### TASK ITEM
Repeat all the lines below exactly, but omit the pictures.

### EXTRACTED MATERIAL
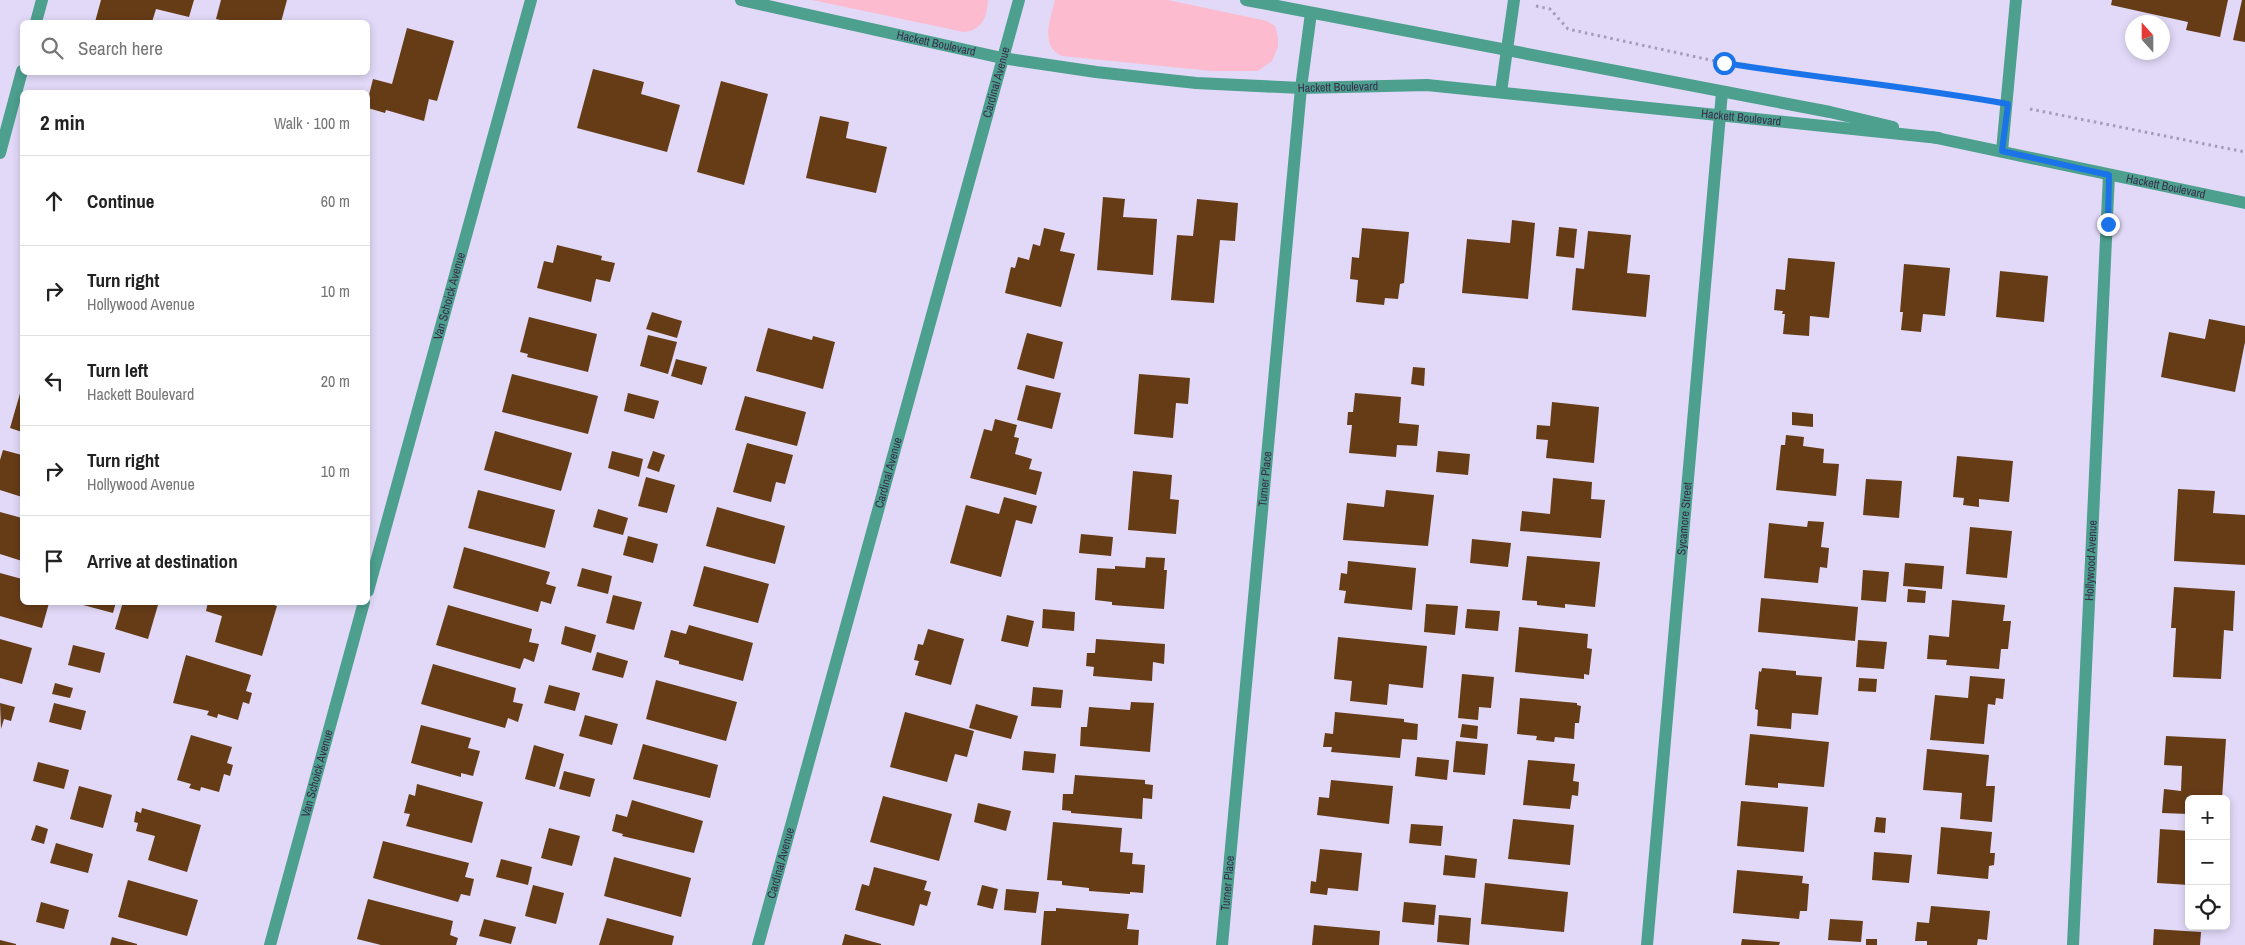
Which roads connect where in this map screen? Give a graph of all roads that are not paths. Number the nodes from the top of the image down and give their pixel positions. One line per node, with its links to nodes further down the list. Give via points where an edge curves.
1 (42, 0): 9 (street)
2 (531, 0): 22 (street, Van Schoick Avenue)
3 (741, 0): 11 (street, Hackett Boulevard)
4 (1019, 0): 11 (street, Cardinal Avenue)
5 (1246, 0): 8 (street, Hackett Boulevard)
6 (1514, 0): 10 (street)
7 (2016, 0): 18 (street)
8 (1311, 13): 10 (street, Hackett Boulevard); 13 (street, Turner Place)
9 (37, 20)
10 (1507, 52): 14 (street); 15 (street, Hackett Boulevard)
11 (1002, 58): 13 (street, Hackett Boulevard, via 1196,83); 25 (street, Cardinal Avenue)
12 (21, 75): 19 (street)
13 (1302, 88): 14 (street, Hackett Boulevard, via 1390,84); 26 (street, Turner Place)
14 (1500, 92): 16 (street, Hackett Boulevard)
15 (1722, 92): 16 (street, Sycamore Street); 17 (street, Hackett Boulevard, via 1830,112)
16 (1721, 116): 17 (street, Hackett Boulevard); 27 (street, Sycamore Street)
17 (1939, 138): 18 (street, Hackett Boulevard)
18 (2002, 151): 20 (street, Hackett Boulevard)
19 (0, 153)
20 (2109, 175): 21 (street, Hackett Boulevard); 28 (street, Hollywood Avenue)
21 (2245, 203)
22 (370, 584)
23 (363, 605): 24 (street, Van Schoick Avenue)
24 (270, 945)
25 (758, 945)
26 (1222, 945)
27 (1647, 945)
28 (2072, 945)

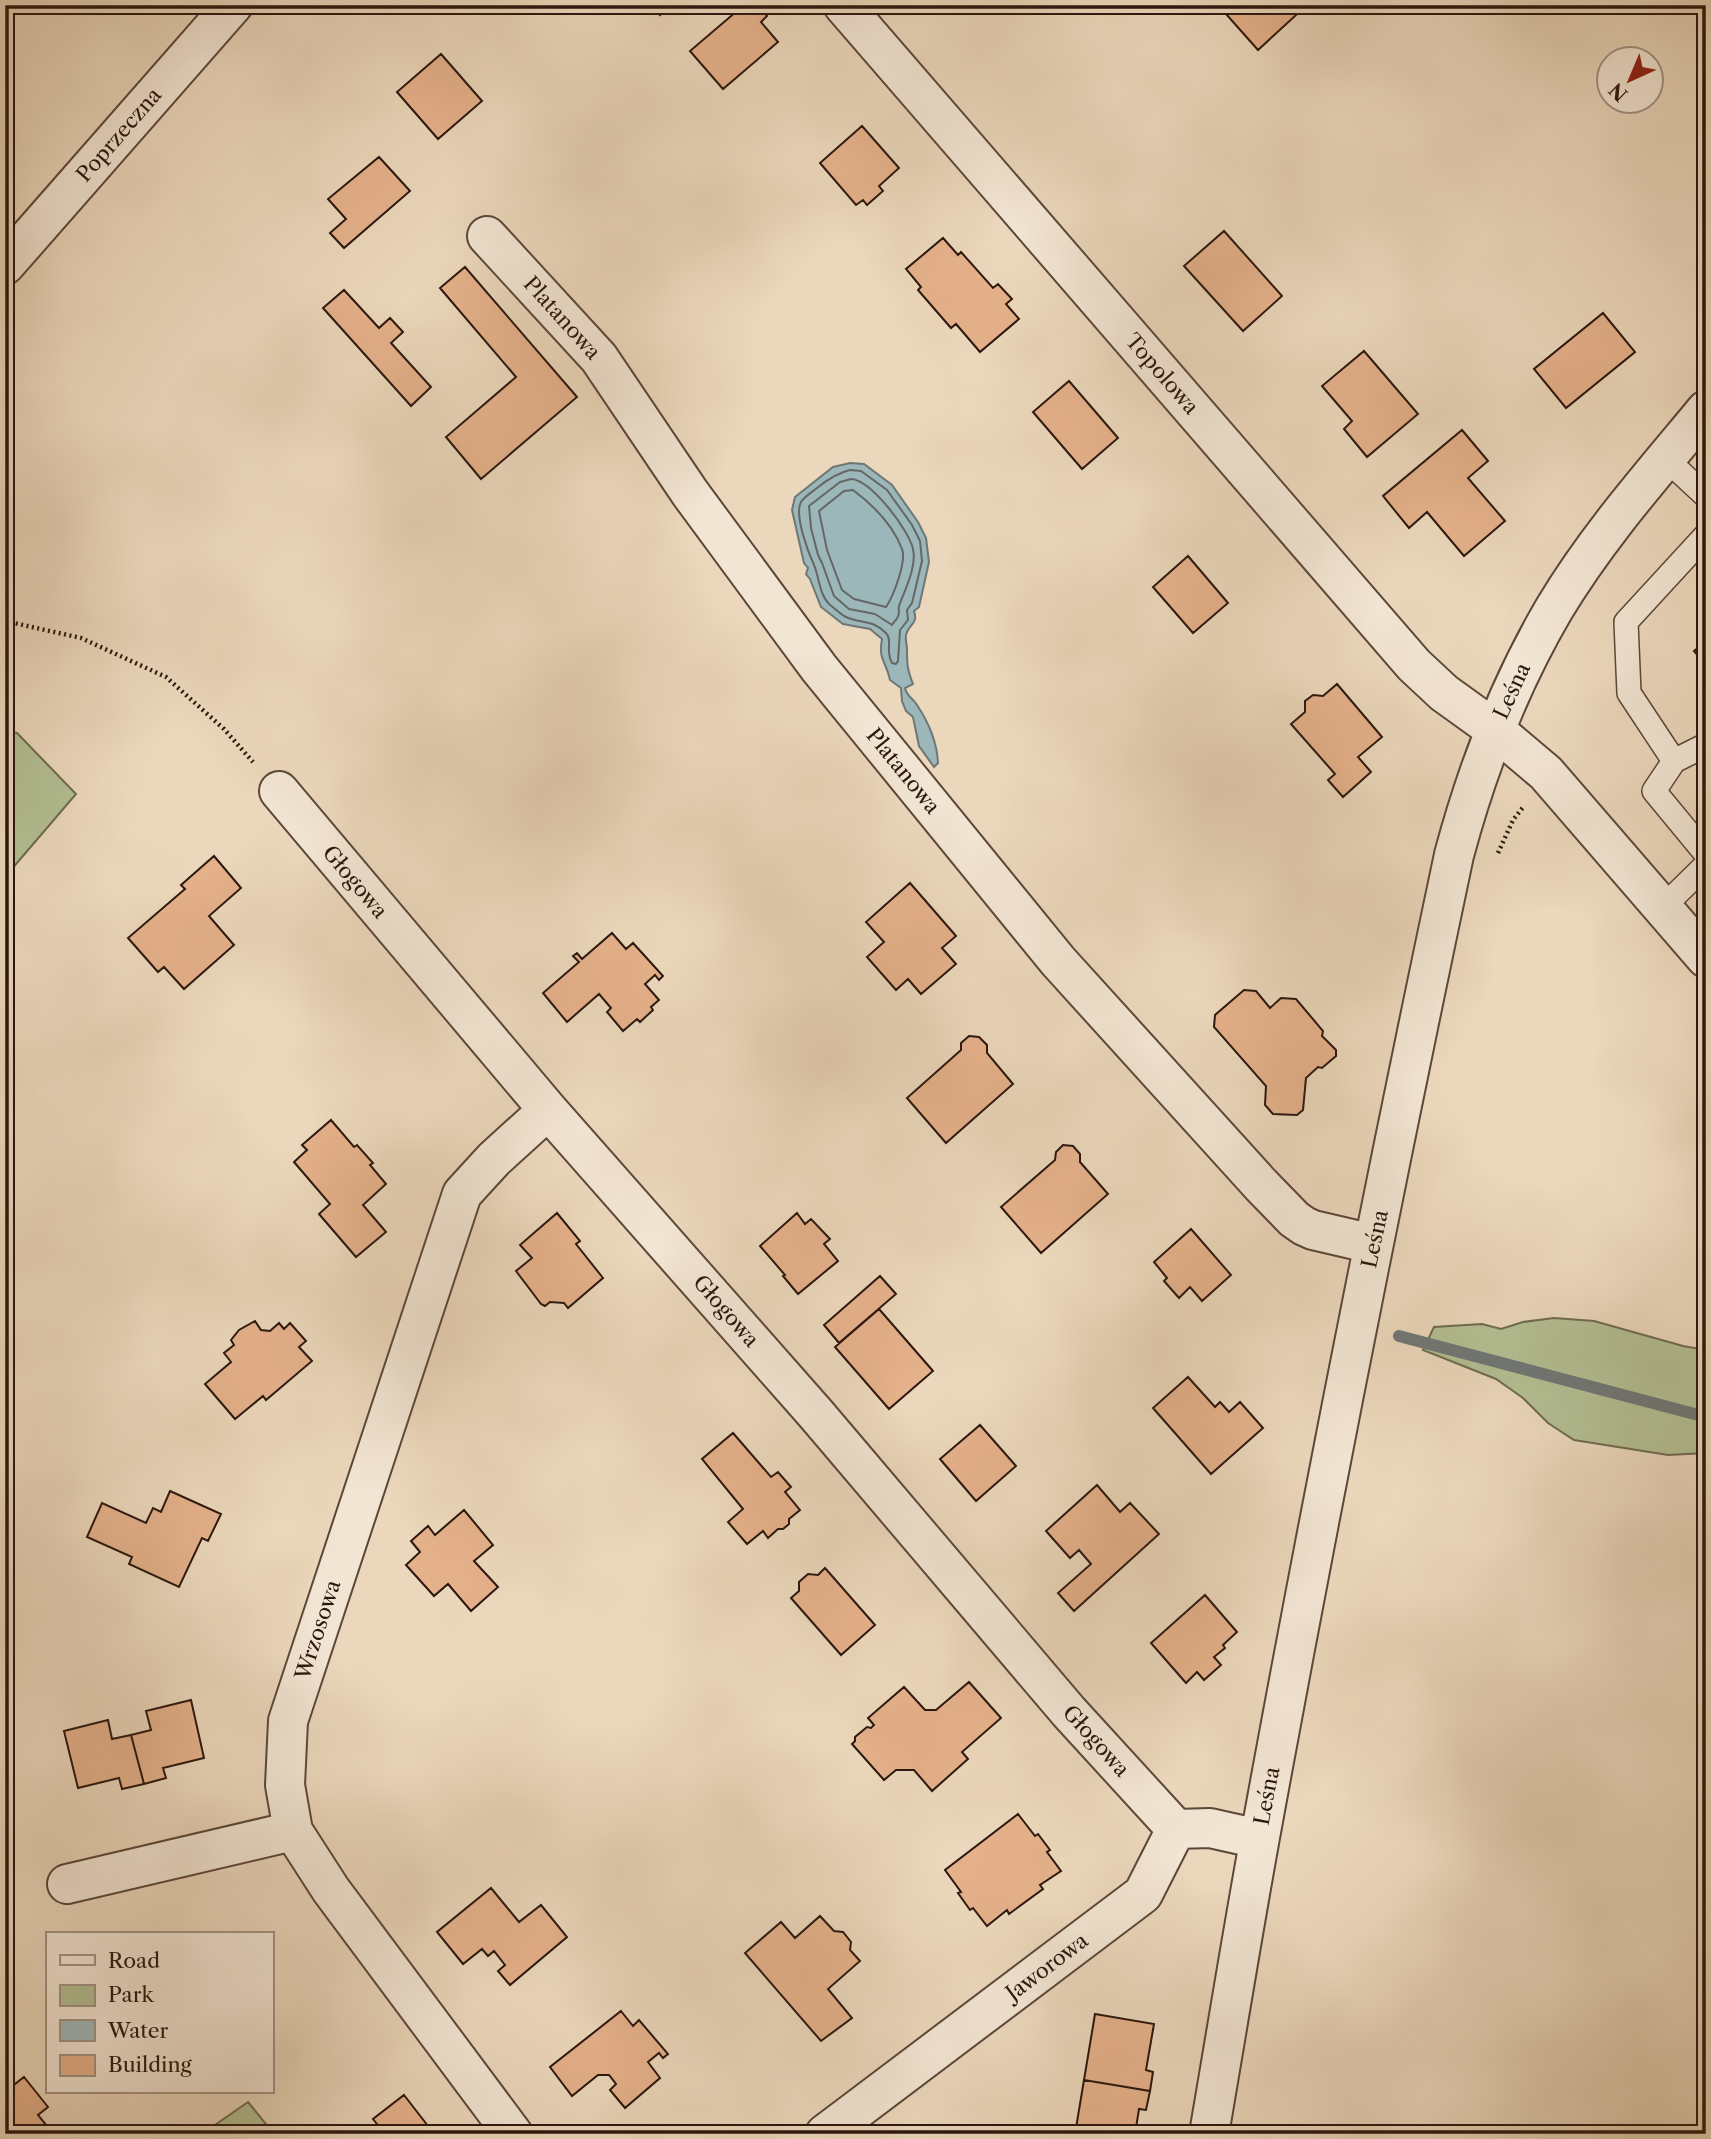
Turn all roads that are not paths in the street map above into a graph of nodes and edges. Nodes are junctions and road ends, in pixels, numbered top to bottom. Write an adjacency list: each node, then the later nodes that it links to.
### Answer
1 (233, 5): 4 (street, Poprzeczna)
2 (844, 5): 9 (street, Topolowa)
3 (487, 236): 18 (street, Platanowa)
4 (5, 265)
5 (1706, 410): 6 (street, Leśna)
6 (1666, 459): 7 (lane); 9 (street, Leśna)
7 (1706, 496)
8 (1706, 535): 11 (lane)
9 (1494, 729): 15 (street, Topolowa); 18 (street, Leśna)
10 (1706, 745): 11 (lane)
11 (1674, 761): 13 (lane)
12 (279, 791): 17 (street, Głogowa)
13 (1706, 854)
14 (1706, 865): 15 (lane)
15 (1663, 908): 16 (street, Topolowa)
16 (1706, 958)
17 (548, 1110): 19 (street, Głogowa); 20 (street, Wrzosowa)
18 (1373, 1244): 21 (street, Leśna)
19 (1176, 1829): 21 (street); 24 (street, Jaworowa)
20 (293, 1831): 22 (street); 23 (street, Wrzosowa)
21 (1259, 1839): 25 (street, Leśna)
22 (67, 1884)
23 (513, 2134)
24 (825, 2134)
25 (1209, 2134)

### ANSWER SECTION
Which roads connect where in this map screen? Give a graph of all roads that are not paths. Number the nodes from the top of the image down and give their pixel positions. One line per node, with its links to nodes further down the list. Give via points where an edge curves.
1 (42, 0): 9 (street)
2 (531, 0): 22 (street, Van Schoick Avenue)
3 (741, 0): 11 (street, Hackett Boulevard)
4 (1019, 0): 11 (street, Cardinal Avenue)
5 (1246, 0): 8 (street, Hackett Boulevard)
6 (1514, 0): 10 (street)
7 (2016, 0): 18 (street)
8 (1311, 13): 10 (street, Hackett Boulevard); 13 (street, Turner Place)
9 (37, 20)
10 (1507, 52): 14 (street); 15 (street, Hackett Boulevard)
11 (1002, 58): 13 (street, Hackett Boulevard, via 1196,83); 25 (street, Cardinal Avenue)
12 (21, 75): 19 (street)
13 (1302, 88): 14 (street, Hackett Boulevard, via 1390,84); 26 (street, Turner Place)
14 (1500, 92): 16 (street, Hackett Boulevard)
15 (1722, 92): 16 (street, Sycamore Street); 17 (street, Hackett Boulevard, via 1830,112)
16 (1721, 116): 17 (street, Hackett Boulevard); 27 (street, Sycamore Street)
17 (1939, 138): 18 (street, Hackett Boulevard)
18 (2002, 151): 20 (street, Hackett Boulevard)
19 (0, 153)
20 (2109, 175): 21 (street, Hackett Boulevard); 28 (street, Hollywood Avenue)
21 (2245, 203)
22 (370, 584)
23 (363, 605): 24 (street, Van Schoick Avenue)
24 (270, 945)
25 (758, 945)
26 (1222, 945)
27 (1647, 945)
28 (2072, 945)

Turn all roads that are not paths in the street map above into a graph of nodes and edges. Nodes are junctions and road ends, in pixels, numbered top to bottom. Write an adjacency list: each node, then the later nodes that it links to.
### Answer
1 (233, 5): 4 (street, Poprzeczna)
2 (844, 5): 9 (street, Topolowa)
3 (487, 236): 18 (street, Platanowa)
4 (5, 265)
5 (1706, 410): 6 (street, Leśna)
6 (1666, 459): 7 (lane); 9 (street, Leśna)
7 (1706, 496)
8 (1706, 535): 11 (lane)
9 (1494, 729): 15 (street, Topolowa); 18 (street, Leśna)
10 (1706, 745): 11 (lane)
11 (1674, 761): 13 (lane)
12 (279, 791): 17 (street, Głogowa)
13 (1706, 854)
14 (1706, 865): 15 (lane)
15 (1663, 908): 16 (street, Topolowa)
16 (1706, 958)
17 (548, 1110): 19 (street, Głogowa); 20 (street, Wrzosowa)
18 (1373, 1244): 21 (street, Leśna)
19 (1176, 1829): 21 (street); 24 (street, Jaworowa)
20 (293, 1831): 22 (street); 23 (street, Wrzosowa)
21 (1259, 1839): 25 (street, Leśna)
22 (67, 1884)
23 (513, 2134)
24 (825, 2134)
25 (1209, 2134)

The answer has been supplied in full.